Vale a pena ler a coluna de Brickman
Executar primeiro, julgar depois
Carlos Brickmann para o Observatório da Imprensa
Circo da Notícia - Coluna de 4 de dezembro
Na primeira página, acima da dobra, o lugar mais nobre de um jornal, saiu a notícia de que um cavalheiro afirmava ter mantido relações homossexuais com o padre Júlio Lancelotti, que o acusa de extorsão. Poucos dias depois, o mesmo cavalheiro negou ter tido relações sexuais com o padre. Saiu numa página interna, no canto inferior direito. A acusação mereceu um título grande; o desmentido, um título pequenininho, pequenininho. A acusação é feita em manchete, o desmentido precisa ser lido com lupa.

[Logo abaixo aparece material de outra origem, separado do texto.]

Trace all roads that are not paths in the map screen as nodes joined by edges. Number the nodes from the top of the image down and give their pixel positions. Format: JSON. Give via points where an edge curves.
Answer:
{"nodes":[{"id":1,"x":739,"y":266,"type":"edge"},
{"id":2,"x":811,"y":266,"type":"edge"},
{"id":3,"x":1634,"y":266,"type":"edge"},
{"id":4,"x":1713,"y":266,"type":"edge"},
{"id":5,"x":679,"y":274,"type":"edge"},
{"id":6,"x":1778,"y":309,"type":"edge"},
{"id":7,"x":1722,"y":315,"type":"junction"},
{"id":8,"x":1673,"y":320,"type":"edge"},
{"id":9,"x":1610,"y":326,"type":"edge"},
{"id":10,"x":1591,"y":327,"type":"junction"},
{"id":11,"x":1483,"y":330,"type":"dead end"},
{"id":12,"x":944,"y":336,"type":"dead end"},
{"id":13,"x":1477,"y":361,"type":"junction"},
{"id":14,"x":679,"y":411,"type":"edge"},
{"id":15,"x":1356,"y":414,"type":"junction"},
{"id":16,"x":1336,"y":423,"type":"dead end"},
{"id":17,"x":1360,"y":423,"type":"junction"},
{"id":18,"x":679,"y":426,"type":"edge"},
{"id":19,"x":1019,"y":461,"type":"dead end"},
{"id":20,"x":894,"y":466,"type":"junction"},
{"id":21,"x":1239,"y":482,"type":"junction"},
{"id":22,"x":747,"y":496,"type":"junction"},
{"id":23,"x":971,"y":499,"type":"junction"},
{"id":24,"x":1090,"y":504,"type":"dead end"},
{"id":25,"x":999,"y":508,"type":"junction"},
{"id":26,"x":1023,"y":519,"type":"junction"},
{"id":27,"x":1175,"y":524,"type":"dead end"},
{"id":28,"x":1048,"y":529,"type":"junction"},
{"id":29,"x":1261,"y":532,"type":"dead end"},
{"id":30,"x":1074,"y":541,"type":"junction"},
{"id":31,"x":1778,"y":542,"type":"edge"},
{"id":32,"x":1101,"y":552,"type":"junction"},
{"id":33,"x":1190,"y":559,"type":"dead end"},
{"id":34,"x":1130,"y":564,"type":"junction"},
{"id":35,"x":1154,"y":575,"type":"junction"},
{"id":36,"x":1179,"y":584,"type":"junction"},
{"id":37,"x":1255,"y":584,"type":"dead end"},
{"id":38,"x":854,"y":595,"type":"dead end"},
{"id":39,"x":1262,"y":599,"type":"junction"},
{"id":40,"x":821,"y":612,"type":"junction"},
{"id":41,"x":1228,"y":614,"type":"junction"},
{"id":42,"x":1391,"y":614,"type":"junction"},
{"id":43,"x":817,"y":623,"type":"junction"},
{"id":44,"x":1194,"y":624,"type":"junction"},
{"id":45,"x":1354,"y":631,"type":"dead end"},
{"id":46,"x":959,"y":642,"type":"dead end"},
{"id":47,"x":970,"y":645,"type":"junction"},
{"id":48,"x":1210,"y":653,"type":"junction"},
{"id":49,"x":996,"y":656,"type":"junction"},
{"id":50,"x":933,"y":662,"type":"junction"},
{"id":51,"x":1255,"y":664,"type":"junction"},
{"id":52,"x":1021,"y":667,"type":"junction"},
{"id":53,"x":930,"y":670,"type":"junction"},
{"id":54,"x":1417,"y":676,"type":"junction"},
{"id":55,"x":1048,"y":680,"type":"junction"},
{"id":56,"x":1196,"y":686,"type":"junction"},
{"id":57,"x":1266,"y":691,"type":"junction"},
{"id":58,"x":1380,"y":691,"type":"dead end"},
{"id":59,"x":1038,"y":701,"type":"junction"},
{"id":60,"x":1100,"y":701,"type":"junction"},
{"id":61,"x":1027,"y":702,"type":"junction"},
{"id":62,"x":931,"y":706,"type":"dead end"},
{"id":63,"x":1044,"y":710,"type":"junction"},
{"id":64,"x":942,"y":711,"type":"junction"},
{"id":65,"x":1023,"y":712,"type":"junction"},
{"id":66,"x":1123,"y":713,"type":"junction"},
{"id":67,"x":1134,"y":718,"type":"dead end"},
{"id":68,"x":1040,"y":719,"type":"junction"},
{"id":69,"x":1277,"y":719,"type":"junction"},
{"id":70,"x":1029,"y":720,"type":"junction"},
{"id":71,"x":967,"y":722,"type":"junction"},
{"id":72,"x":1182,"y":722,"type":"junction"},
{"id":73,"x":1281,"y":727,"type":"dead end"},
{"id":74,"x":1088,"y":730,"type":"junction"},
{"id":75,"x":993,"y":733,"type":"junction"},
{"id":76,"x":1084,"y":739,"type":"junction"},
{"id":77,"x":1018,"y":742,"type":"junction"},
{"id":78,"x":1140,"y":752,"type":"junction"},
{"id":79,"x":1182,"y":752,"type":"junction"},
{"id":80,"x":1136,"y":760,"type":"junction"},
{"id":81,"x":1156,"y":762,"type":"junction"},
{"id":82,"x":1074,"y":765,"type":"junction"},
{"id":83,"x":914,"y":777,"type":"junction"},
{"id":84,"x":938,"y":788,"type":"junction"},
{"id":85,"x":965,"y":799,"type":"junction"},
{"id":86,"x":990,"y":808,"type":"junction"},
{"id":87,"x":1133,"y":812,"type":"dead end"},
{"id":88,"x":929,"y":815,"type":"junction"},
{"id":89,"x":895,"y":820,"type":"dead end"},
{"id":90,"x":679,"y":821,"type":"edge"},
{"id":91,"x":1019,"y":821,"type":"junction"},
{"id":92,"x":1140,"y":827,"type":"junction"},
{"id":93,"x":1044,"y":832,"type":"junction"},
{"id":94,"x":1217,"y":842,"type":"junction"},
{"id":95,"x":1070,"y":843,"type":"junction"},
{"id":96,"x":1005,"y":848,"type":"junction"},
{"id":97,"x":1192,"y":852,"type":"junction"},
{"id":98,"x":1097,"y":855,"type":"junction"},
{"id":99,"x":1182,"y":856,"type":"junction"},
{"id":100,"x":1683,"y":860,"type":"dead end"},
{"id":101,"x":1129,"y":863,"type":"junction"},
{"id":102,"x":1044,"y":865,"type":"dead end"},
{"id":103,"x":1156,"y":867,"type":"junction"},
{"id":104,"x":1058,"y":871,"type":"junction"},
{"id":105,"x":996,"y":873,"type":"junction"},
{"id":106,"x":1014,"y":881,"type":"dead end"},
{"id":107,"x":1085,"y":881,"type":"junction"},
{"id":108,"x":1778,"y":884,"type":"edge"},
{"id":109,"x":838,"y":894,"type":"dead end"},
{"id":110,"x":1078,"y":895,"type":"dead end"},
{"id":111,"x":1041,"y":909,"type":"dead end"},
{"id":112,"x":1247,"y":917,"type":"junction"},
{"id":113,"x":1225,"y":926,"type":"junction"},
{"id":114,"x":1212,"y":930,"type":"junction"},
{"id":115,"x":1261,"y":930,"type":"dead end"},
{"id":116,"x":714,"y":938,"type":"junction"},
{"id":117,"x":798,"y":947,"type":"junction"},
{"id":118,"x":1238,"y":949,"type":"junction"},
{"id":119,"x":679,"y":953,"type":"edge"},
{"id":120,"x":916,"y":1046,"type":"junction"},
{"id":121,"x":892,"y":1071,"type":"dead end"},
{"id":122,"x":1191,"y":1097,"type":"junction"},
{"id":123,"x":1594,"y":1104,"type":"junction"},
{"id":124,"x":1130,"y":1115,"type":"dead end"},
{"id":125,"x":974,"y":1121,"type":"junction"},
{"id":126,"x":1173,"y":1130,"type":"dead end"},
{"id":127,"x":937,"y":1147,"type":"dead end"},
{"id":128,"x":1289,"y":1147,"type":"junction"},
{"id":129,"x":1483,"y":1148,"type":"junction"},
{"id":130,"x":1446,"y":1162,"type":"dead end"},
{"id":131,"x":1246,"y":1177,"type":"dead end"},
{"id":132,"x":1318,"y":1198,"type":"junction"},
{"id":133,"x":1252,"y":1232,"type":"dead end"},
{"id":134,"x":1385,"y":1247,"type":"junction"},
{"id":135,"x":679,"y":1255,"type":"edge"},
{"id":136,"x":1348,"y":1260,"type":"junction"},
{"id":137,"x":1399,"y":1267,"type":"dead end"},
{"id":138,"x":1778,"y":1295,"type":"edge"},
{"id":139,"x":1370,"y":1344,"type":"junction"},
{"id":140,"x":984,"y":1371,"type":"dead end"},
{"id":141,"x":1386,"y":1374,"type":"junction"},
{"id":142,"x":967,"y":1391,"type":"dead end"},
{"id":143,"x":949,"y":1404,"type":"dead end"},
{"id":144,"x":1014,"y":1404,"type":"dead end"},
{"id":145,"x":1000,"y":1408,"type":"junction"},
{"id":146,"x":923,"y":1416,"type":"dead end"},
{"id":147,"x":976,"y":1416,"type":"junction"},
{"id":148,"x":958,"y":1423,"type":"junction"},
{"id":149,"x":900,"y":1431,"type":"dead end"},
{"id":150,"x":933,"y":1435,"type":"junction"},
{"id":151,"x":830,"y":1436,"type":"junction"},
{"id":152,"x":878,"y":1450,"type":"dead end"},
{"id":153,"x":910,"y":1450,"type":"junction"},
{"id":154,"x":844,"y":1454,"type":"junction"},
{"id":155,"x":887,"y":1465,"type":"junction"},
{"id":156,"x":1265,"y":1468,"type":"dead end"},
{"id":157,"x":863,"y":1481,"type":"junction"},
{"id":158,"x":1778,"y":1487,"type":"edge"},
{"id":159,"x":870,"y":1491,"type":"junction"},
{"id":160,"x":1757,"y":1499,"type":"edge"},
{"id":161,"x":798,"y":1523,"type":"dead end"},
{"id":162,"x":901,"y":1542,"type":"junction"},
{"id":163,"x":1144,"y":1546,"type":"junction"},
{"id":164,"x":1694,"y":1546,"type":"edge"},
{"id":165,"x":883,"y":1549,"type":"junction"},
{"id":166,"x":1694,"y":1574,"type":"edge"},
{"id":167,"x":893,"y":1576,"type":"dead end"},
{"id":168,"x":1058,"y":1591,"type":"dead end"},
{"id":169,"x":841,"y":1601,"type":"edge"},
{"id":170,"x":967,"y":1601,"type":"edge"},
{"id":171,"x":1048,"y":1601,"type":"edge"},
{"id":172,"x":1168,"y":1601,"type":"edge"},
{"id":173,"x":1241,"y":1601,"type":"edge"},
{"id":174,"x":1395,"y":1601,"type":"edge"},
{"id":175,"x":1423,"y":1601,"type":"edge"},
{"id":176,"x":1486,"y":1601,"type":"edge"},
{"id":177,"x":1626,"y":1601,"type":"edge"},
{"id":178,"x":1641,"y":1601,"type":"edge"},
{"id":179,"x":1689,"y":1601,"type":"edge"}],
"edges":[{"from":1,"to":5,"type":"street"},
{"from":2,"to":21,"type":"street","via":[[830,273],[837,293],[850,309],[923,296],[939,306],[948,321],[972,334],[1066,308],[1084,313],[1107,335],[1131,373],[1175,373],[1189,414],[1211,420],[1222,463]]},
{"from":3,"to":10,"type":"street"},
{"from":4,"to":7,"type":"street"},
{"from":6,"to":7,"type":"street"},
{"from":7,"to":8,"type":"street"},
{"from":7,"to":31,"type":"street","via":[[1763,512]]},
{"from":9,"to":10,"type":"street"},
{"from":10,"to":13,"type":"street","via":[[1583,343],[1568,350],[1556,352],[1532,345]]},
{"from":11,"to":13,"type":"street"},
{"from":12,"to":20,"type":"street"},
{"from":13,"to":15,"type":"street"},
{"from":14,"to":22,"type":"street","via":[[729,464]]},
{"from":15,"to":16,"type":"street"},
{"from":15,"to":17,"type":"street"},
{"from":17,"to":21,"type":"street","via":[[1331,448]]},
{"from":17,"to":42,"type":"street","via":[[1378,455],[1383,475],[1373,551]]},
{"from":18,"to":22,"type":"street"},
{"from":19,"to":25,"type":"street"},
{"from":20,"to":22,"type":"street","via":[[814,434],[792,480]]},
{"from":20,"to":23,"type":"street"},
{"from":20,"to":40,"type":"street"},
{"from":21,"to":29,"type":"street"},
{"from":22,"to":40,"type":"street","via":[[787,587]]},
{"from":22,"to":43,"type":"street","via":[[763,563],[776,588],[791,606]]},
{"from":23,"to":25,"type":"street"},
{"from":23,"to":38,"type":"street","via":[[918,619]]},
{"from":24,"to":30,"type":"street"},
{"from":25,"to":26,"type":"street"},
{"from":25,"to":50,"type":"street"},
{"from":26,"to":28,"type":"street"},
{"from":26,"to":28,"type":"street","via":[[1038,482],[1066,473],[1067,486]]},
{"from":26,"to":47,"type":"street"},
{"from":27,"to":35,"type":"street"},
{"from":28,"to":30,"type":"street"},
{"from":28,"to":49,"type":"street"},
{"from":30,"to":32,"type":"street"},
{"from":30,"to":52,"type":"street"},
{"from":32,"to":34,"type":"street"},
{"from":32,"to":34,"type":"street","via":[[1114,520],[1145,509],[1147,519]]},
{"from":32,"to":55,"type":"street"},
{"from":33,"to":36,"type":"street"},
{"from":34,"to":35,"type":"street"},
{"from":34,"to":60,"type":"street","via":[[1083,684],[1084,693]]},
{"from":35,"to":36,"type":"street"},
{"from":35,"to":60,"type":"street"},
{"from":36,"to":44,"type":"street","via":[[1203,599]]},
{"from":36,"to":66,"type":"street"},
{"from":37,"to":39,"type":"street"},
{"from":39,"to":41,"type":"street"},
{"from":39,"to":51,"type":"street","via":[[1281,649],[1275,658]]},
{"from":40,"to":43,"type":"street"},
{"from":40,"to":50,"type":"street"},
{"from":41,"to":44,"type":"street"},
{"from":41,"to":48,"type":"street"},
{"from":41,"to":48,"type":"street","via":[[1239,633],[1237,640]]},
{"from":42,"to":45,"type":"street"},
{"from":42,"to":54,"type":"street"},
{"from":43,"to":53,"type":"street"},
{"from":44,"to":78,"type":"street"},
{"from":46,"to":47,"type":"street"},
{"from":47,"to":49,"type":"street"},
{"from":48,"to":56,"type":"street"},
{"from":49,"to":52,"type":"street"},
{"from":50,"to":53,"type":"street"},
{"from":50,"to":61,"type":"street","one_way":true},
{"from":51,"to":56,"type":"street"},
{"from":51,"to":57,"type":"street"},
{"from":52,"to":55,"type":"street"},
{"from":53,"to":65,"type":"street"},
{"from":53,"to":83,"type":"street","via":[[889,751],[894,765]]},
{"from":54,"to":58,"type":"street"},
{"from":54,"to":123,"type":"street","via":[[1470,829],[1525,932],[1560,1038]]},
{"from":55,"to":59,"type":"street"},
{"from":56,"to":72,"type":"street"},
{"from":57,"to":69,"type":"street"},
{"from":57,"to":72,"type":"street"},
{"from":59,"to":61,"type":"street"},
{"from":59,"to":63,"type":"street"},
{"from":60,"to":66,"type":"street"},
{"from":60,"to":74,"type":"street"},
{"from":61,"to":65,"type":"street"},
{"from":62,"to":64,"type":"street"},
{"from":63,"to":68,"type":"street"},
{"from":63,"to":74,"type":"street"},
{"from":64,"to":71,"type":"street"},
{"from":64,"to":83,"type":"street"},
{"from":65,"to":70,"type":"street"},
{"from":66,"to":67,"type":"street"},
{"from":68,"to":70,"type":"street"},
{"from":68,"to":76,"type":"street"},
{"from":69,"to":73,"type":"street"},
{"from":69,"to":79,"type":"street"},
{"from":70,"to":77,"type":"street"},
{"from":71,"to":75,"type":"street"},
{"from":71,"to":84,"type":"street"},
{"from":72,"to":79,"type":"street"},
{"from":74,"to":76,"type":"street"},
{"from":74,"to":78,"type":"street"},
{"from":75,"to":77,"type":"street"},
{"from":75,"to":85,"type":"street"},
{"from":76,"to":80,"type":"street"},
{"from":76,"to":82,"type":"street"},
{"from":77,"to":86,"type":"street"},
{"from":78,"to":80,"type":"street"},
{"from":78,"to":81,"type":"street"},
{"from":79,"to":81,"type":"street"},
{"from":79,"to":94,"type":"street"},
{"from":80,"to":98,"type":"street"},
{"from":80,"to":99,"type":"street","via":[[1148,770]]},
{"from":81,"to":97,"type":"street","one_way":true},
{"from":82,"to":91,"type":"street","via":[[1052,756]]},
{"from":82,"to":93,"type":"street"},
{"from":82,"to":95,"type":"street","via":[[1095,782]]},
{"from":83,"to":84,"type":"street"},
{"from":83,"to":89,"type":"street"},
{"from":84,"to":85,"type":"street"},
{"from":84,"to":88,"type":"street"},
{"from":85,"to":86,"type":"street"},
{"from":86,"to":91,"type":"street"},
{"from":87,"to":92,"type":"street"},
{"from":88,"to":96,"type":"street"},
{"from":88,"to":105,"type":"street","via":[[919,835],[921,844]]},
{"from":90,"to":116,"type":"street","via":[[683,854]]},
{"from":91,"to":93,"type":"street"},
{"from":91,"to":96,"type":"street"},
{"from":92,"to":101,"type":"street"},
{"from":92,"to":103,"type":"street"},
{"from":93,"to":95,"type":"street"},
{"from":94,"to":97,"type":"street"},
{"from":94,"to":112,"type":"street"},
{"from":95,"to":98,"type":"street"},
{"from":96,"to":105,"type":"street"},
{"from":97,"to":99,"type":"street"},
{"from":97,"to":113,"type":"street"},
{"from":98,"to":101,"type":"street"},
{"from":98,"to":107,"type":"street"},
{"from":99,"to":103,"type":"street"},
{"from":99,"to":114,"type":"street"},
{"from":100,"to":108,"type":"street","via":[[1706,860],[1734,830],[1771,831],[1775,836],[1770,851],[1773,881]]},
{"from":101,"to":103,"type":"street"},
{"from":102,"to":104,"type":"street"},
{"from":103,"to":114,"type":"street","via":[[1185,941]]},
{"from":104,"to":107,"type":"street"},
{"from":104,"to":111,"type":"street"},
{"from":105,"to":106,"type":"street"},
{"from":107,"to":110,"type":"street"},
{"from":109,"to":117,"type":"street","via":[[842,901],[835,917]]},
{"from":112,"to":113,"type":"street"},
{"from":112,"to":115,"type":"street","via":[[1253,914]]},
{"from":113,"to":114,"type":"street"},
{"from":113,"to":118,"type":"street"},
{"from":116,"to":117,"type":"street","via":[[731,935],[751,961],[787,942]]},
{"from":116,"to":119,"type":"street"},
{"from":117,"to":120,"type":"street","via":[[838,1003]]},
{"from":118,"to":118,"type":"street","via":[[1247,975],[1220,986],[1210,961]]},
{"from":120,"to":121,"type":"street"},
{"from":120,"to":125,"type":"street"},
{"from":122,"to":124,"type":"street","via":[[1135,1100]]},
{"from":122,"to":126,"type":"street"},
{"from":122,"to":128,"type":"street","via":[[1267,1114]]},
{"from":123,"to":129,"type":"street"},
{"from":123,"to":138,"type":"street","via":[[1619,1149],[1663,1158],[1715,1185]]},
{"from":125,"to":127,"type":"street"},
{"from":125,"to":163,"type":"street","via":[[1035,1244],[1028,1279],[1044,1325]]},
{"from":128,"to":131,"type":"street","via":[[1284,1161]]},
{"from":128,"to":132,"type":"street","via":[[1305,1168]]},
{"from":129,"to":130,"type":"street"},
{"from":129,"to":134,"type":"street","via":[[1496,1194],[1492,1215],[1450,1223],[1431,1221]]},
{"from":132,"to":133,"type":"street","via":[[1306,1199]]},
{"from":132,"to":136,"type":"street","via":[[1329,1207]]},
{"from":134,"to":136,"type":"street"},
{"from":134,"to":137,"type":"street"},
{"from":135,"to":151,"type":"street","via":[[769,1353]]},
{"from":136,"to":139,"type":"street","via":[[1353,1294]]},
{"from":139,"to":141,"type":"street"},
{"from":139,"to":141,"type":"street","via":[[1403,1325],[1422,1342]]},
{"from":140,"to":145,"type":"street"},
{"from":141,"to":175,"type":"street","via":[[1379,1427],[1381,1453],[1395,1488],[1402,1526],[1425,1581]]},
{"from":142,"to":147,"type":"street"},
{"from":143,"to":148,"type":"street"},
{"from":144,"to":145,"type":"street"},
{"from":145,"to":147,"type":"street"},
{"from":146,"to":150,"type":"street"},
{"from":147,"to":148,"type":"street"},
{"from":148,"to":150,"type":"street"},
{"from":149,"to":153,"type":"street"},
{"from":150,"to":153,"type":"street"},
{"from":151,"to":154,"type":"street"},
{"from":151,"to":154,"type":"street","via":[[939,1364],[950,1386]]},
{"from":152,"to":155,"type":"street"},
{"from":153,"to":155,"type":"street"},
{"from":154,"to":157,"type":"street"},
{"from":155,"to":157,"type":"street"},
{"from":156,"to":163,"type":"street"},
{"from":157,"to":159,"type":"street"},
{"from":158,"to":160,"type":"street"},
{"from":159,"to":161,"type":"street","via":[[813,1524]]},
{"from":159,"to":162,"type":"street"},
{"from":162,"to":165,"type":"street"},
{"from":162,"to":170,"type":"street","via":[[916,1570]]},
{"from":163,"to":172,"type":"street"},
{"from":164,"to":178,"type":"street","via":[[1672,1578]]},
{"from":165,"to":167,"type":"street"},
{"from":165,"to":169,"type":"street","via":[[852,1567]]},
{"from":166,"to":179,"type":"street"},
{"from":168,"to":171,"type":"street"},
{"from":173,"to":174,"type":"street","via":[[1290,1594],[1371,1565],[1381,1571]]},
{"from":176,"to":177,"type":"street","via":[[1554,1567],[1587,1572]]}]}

Estamos no país das maravilhas: aquele da Alice, onde a Rainha Má primeiro mandava matar e depois providenciava o julgamento. E a culpa não é de promotores, juízes, delegados: é nossa, dos jornalistas, que aceitamos como verdade divina tudo o que provém de fontes oficiais e reduzimos à expressão mínima “o outro lado” – que se transforma, de elemento essencial à apuração dos fatos, numa obrigação chata, cumprida burocraticamente e com muita má vontade. Com alguma frequência, o sujeito acusado de matar esposa e filhos informa que é estéril, não é casado, vive com um estivador e, aliás, tem nojo de mulher; e a defesa acaba saindo nos meios de comunicação como “ele nega as acusações”.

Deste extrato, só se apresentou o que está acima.